The Case For Autodecode

Fri Jun 3 13:39:15 PDT 2016

On 06/03/2016 10:18 PM, Steven Schveighoffer wrote:
> But you can get a standalone code unit that is part of a coded sequence
> quite easily
>
> foo(string s)
> {
>     auto x = s[0];
>     dchar d = x;
> }

I don' think we're disagreeing on anything.

I'm calling UTF-8 code units below 0x80 "standalone" code units. They're 
never part of multibyte sequences. Your _dchar_convert returns them 
unscathed.

Higher code units are always part of multibyte sequences (or invalid 
already). Your function returns invalid code points for them.

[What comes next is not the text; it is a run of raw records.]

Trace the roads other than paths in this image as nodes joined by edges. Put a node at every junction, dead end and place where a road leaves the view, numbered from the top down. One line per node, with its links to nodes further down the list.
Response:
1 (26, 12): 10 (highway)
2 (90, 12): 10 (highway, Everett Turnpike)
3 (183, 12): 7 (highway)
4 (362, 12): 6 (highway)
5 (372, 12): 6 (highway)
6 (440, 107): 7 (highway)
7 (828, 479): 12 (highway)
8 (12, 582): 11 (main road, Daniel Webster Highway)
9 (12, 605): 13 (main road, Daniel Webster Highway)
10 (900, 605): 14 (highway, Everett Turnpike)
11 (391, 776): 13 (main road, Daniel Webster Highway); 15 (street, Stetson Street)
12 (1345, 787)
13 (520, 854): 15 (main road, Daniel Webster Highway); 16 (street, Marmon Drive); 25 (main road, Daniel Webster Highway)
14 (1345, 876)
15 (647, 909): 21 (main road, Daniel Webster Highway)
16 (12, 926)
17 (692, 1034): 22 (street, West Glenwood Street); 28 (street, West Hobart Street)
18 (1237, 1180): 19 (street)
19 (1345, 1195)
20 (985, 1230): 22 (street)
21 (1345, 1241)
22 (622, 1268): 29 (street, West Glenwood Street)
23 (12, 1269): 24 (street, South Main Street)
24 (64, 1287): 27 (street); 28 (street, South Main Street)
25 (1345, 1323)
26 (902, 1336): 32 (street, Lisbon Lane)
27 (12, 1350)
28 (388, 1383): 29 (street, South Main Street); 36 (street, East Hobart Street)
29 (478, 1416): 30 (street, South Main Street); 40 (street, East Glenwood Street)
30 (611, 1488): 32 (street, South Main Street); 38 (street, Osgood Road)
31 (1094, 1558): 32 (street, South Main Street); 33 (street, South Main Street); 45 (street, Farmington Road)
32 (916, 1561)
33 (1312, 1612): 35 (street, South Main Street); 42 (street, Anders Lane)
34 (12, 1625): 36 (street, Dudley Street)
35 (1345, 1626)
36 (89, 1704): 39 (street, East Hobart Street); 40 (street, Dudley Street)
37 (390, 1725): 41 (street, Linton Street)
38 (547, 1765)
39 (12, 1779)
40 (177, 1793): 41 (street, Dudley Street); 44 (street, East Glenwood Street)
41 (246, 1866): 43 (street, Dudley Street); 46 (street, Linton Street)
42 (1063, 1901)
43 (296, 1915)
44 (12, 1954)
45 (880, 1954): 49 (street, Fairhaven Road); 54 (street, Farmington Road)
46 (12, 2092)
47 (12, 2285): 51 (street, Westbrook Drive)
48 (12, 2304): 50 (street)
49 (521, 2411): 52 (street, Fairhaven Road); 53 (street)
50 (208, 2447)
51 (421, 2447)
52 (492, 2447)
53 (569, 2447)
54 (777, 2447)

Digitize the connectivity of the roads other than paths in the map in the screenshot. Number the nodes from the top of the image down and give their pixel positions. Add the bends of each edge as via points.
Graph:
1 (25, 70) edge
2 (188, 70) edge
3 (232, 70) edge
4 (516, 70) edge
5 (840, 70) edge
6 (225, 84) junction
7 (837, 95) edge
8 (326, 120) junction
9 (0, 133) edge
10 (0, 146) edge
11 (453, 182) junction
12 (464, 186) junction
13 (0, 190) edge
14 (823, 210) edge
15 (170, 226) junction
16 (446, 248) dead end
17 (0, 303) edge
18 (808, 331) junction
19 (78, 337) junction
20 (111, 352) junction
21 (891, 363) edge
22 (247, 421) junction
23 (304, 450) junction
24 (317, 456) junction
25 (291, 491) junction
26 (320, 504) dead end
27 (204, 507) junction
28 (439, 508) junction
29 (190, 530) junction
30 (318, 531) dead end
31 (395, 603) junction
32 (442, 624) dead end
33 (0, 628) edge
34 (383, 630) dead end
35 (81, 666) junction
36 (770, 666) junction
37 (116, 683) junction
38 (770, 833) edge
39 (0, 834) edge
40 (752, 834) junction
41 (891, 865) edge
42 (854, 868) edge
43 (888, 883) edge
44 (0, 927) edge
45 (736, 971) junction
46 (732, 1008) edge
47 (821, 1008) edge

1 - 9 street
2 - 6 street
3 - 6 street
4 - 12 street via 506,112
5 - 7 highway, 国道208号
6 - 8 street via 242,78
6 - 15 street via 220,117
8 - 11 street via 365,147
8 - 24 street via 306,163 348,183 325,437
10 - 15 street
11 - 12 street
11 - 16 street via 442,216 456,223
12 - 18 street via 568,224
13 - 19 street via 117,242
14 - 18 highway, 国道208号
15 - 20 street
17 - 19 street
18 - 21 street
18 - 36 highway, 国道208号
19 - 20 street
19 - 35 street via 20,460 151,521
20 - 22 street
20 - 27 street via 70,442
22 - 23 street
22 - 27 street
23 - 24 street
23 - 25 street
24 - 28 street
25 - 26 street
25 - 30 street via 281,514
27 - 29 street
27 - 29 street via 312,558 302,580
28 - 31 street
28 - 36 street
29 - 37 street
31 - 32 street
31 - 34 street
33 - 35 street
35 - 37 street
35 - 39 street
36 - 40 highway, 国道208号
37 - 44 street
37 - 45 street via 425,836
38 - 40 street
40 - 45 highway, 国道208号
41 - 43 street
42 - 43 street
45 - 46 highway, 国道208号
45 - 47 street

_dchar_convert does exactly what I meant, except that I had in mind 
returning the replacement character for non-standalone code units. But I 
see that that may not be feasible, and it's probably not necessary.

[...]
> So we need most efficient logic that does this:
>
> if(c & 0x80)
>      return wchar(0xd800 + c);

Is this going to be faster than returning a constant invalid wchar?

> else
>      return wchar(c);
>
> More expensive, but more correct!
>
> wchar to dchar conversion is pretty sound, as the surrogate pairs are
> invalid code points for dchar.
>
> -Steve